Now, like the author, hubby and I are writing our own story. For me, having moved from the city and the only home I’ve ever known, to the country, I’m learning everything from scratch (livestock, you mean eggs don’t come from the store?), but hubby is returning to his roots. He’s seeing people he grew up with, reminiscing, sharing stories, and I’m learning a lot about him in the process. I’m seeing good changes in both of us – less stress, getting back to what’s important, being more considerate, and, all in all, an improved relationship.
Meeting your past can force you to make peace with your past, too (I’m speaking to myself here, too). I meet someone all the time whose life and relationships are affected from an event in their life. Ask any therapist/counselor and they will tell you, coming to grips and making peace with your past is key to your well-being. It affects your physical, mental and emotional health. So how do you make peace with your past and let go?
While letting go is a very hard lesson to overcome, it took on new meaning as I learned what letting go actually meant – giving up what is beyond your control to embrace what you can change. Let go of the past that you cannot undo. Let go of the warped view you have of yourself. Let go of the hurts that hold you too tightly. Let go of the mistakes you once made. Let go of the anger that’s consuming your thoughts. Let go of condemnation, so you can live free.
No, we can’t control the hurtful words that once shaped our hearts, but we can replace them with something much better.

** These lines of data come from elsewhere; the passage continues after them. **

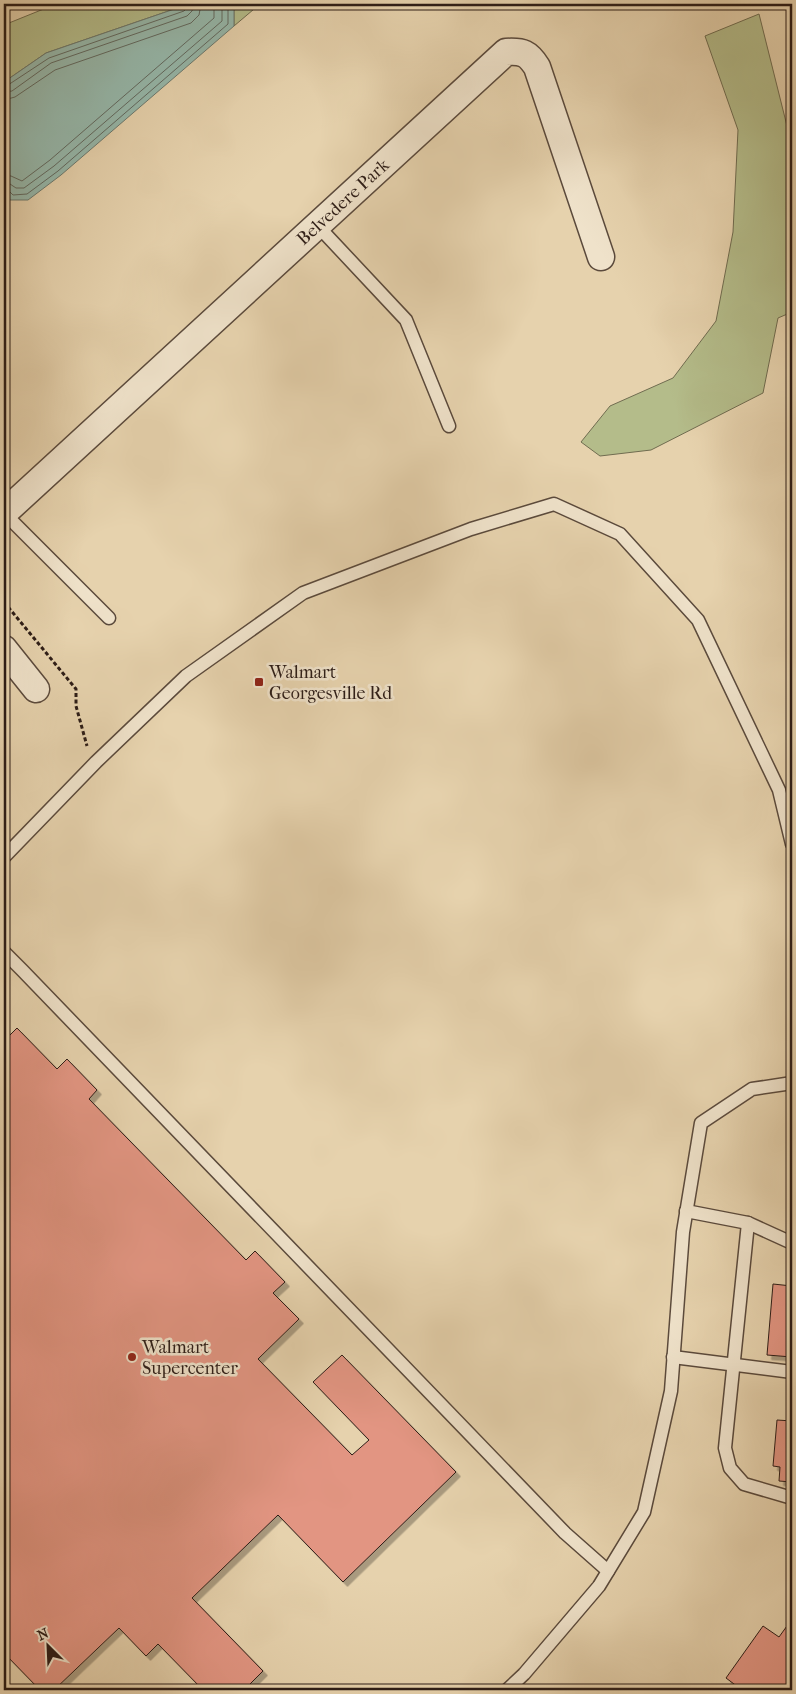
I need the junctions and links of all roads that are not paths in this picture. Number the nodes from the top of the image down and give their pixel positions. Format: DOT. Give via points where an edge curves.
graph roads {
  1 [pos="317,226"];
  2 [pos="601,257"];
  3 [pos="449,426"];
  4 [pos="4,513"];
  5 [pos="109,618"];
  6 [pos="4,649"];
  7 [pos="36,689"];
  8 [pos="792,844"];
  9 [pos="4,857"];
  10 [pos="4,952"];
  11 [pos="792,1082"];
  12 [pos="686,1211"];
  13 [pos="748,1224"];
  14 [pos="792,1243"];
  15 [pos="673,1357"];
  16 [pos="735,1365"];
  17 [pos="792,1372"];
  18 [pos="792,1498"];
  19 [pos="608,1571"];
  20 [pos="507,1690"];
  1 -- 2 [label="street, Belvedere Park" via="506,52 519,51 530,56 537,67"];
  1 -- 3 [label="lane" via="406,320"];
  1 -- 4 [label="street, Belvedere Park"];
  4 -- 5 [label="lane"];
  6 -- 7 [label="street"];
  8 -- 9 [label="lane" via="779,790 698,620 620,534 554,504 471,528 303,593 186,676"];
  10 -- 19 [label="lane" via="565,1533"];
  11 -- 12 [label="lane" via="752,1089 701,1123"];
  12 -- 13 [label="lane"];
  12 -- 15 [label="lane"];
  13 -- 14 [label="lane"];
  13 -- 16 [label="lane"];
  15 -- 16 [label="lane"];
  15 -- 19 [label="lane" via="671,1391 644,1512"];
  16 -- 17 [label="lane"];
  16 -- 18 [label="lane" via="725,1448 730,1468 744,1484"];
  19 -- 20 [label="lane" via="599,1586"];
}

We can’t control negative people, but we can choose joy for ourselves. And the miracle of it all? – letting go doesn’t just change us, but has the power to alter the next generation, and the next after that – just like in “Roots.”
Isaiah 43: 18-19 “Do not remember the former things, nor consider the things of old. Behold, I will do a new thing, now it shall spring forth; Shall you not know it? I will even make a road in the wilderness, And rivers in the desert.”